Lam et al. reported the use of THRT in post-clipping patients performed 0–5 days post bleed, with five out of six patients exhibiting abnormal THRT [
20]. Another study compared three autoregulatory parameters: THRT, Sxa (based on TCD), and TOxa (based on near-infrared spectroscopy) and found equivalent reliability between the three parameters in predicting DIND, favoring THRT due to the time consuming nature of the latter two [
22].
Another interesting observation emerging from our small retrospective cohort study is that the systolic velocity in the MCA was elevated in five patients from their ictus; however, it did not translate into the development of DIND. We hypothesize that this could be a secondary response to either aggressive initial management or to the systemic stress response seen in SAH patients.
The analysis and comparison of the data obtained from THRT and radiological imaging measurements suggests that the latter methods are only moderately predictive of subsequent DIND development. We found that of all the CTP maps the MTT and TTP were the most predictive. These observations will have to be validated in a larger cohort studies.

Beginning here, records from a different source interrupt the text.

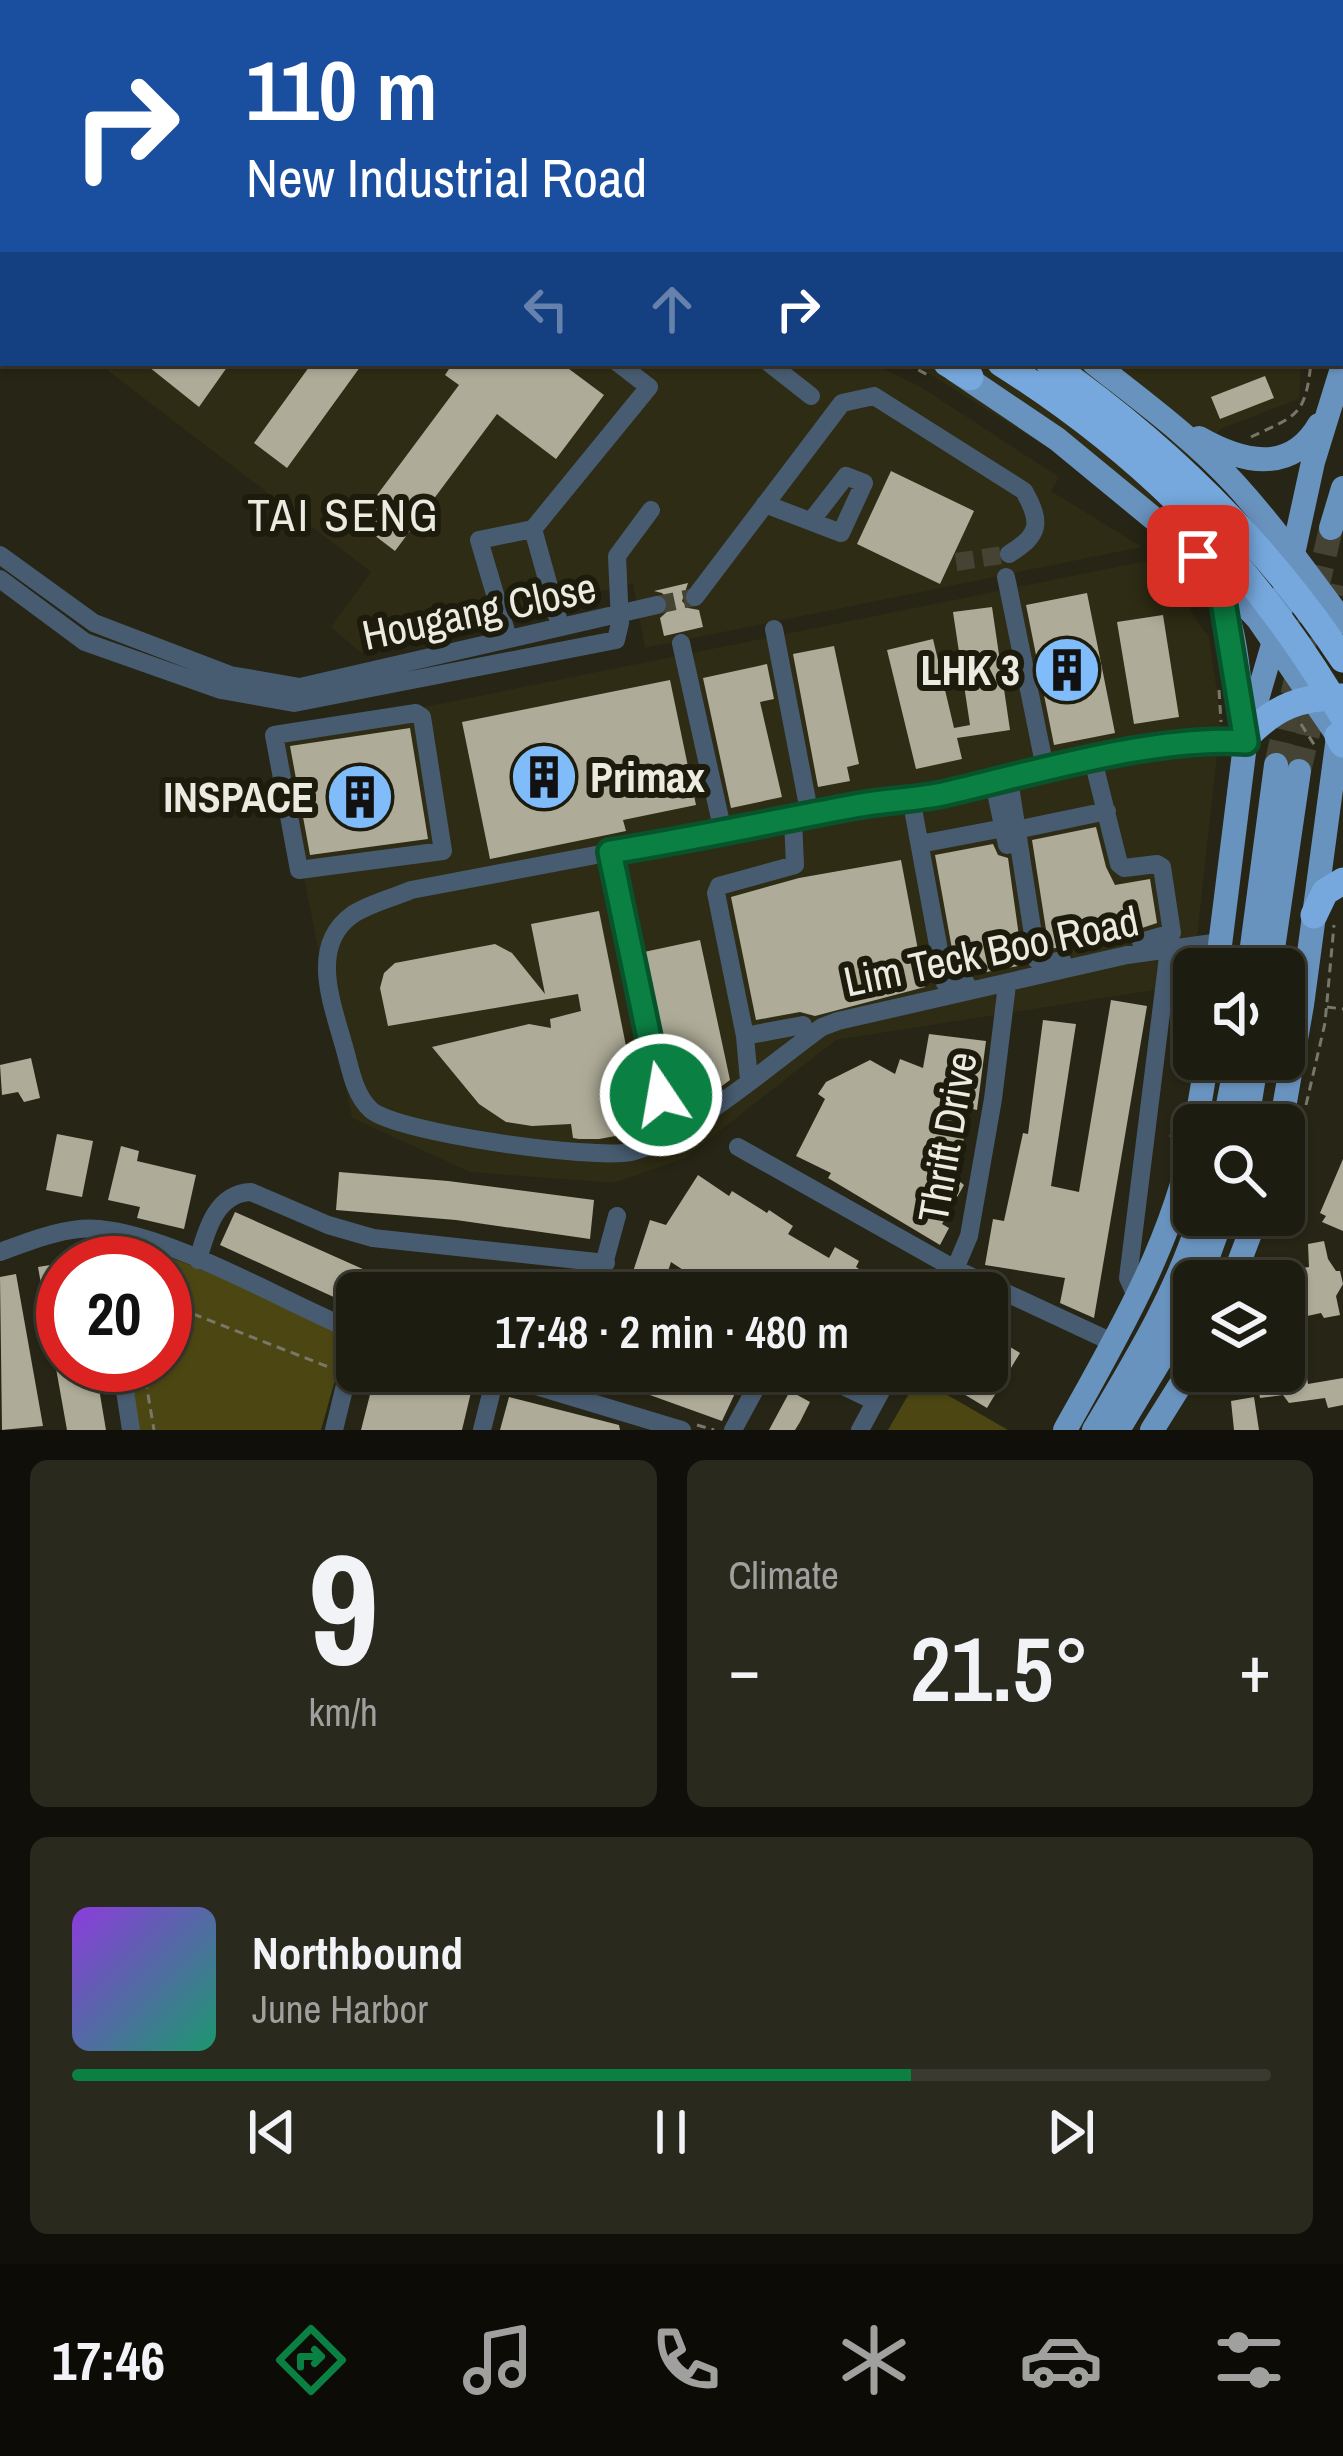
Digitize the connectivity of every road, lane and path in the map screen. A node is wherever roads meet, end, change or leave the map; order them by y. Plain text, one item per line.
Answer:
1 (622, 366) edge
2 (1006, 366) edge
3 (1053, 366) edge
4 (1098, 366) edge
5 (1311, 366) edge
6 (1343, 366) edge
7 (953, 368) edge
8 (796, 371) edge
9 (1334, 392) junction
10 (811, 396) dead end
11 (1156, 412) junction
12 (1250, 438) dead end
13 (1343, 488) edge
14 (765, 504) junction
15 (651, 510) dead end
16 (811, 521) dead end
17 (533, 529) junction
18 (1331, 529) dead end
19 (1292, 552) junction
20 (1009, 554) dead end
21 (1198, 556) junction
22 (2, 566) edge
23 (1006, 577) dead end
24 (695, 597) tunnel mouth
25 (657, 605) tunnel mouth
26 (620, 612) junction
27 (1343, 622) edge
28 (560, 626) junction
29 (774, 629) dead end
30 (508, 638) junction
31 (1274, 641) junction
32 (681, 644) dead end
33 (1343, 659) edge
34 (1219, 674) dead end
35 (1311, 697) junction
36 (1343, 699) edge
37 (1238, 740) junction
38 (1340, 741) edge
39 (1093, 760) junction
40 (1045, 768) junction
41 (1240, 770) junction
42 (1002, 781) junction
43 (911, 798) junction
44 (1106, 811) junction
45 (801, 818) junction
46 (1010, 829) junction
47 (723, 832) junction
48 (920, 844) junction
49 (610, 852) junction
50 (401, 856) junction
51 (1343, 881) edge
52 (411, 890) junction
53 (1324, 915) junction
54 (1220, 942) junction
55 (1219, 948) edge
56 (1253, 948) edge
57 (1272, 948) edge
58 (1169, 949) junction
59 (1007, 985) junction
60 (1325, 1007) junction
61 (1343, 1009) edge
62 (802, 1025) dead end
63 (745, 1036) junction
64 (748, 1081) junction
65 (1294, 1104) edge
66 (1305, 1111) dead end
67 (669, 1136) junction
68 (738, 1147) dead end
69 (1173, 1206) edge
70 (617, 1216) dead end
71 (100, 1229) junction
72 (101, 1236) edge
73 (1194, 1236) edge
74 (0, 1252) edge
75 (198, 1260) junction
76 (606, 1263) junction
77 (955, 1269) junction
78 (603, 1272) edge
79 (953, 1272) edge
80 (1136, 1297) junction
81 (192, 1314) edge
82 (336, 1324) edge
83 (1173, 1340) edge
84 (1114, 1343) junction
85 (336, 1370) edge
86 (125, 1392) edge
87 (148, 1392) edge
88 (343, 1392) edge
89 (488, 1392) edge
90 (557, 1392) edge
91 (754, 1392) edge
92 (855, 1392) edge
93 (879, 1392) edge
94 (1176, 1392) edge
95 (874, 1401) junction
96 (131, 1430) edge
97 (154, 1430) edge
98 (334, 1430) edge
99 (482, 1430) edge
100 (682, 1430) edge
101 (733, 1430) edge
102 (860, 1430) edge
103 (1065, 1430) edge
104 (1094, 1430) edge
105 (1118, 1430) edge
106 (1152, 1430) edge

1 - 17 street
2 - 38 highway, bridge
3 - 33 highway, bridge
4 - 11 main road
5 - 12 path
6 - 9 main road
7 - 21 main road
8 - 10 street
9 - 11 main road
9 - 19 main road
11 - 19 main road
13 - 18 main road
14 - 16 street
14 - 20 street
14 - 24 street
15 - 26 street
17 - 28 street
17 - 30 street
19 - 27 main road
19 - 31 main road
21 - 31 main road
21 - 37 main road
22 - 26 street, Hougang Close
22 - 30 street, Hougang Close
23 - 40 street
25 - 26 street
26 - 28 street, Hougang Close
28 - 30 street, Hougang Close
29 - 45 street
31 - 35 main road
31 - 37 main road
32 - 47 street
34 - 37 path
35 - 36 highway
35 - 37 highway
35 - 38 main road
36 - 38 main road
37 - 39 street
37 - 41 main road
38 - 41 main road
38 - 53 main road
39 - 40 street
39 - 44 street
40 - 42 street
41 - 54 main road
42 - 43 street
42 - 46 street
43 - 45 street
43 - 48 street
44 - 46 street
44 - 46 street
45 - 47 street
45 - 63 street
46 - 48 street
46 - 48 street
47 - 49 street
49 - 52 street
49 - 67 street
50 - 50 street
50 - 52 street
51 - 53 highway
52 - 67 street, Lim Teck Boo Road
53 - 60 path
53 - 65 main road
54 - 55 main road
54 - 58 street, Lim Teck Boo Road
56 - 57 main road
58 - 59 street, Lim Teck Boo Road
58 - 80 street
59 - 64 street, Lim Teck Boo Road
59 - 77 street, Thrift Drive
60 - 61 path
60 - 66 path
62 - 63 street
63 - 64 street
64 - 67 street, Lim Teck Boo Road
68 - 77 street
69 - 80 main road
70 - 76 street
71 - 72 street
71 - 74 street
71 - 75 street
73 - 104 main road
75 - 76 street
75 - 82 street
76 - 78 street
77 - 79 street, Thrift Drive
77 - 84 street
80 - 84 main road
81 - 85 path
83 - 105 main road
84 - 103 main road
86 - 96 street
87 - 97 path
88 - 98 street
89 - 99 street
90 - 100 street
91 - 101 street
92 - 95 street
93 - 95 street
94 - 106 main road
95 - 102 street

This study suffers from the inherent drawbacks of any retrospective review. Our sample size is small but illustrative to this test. Longitudinal THRT testing was not done in all patients and would be considered in future projects.
Our results suggest the utility of THRT in detecting patients at increased risk of DIND from the time of admission, which if supported by prospective trials, will allow supporting a watchful clinical approach to their clinical course of investigation and management. It can also lead us to better select patients for trials involving early interventions in SAH and DIND, as it might serve as discriminatory test to stratify high versus low risk candidates. Understanding the trend of THRT during the period of DIND and its resolution might prove useful as well.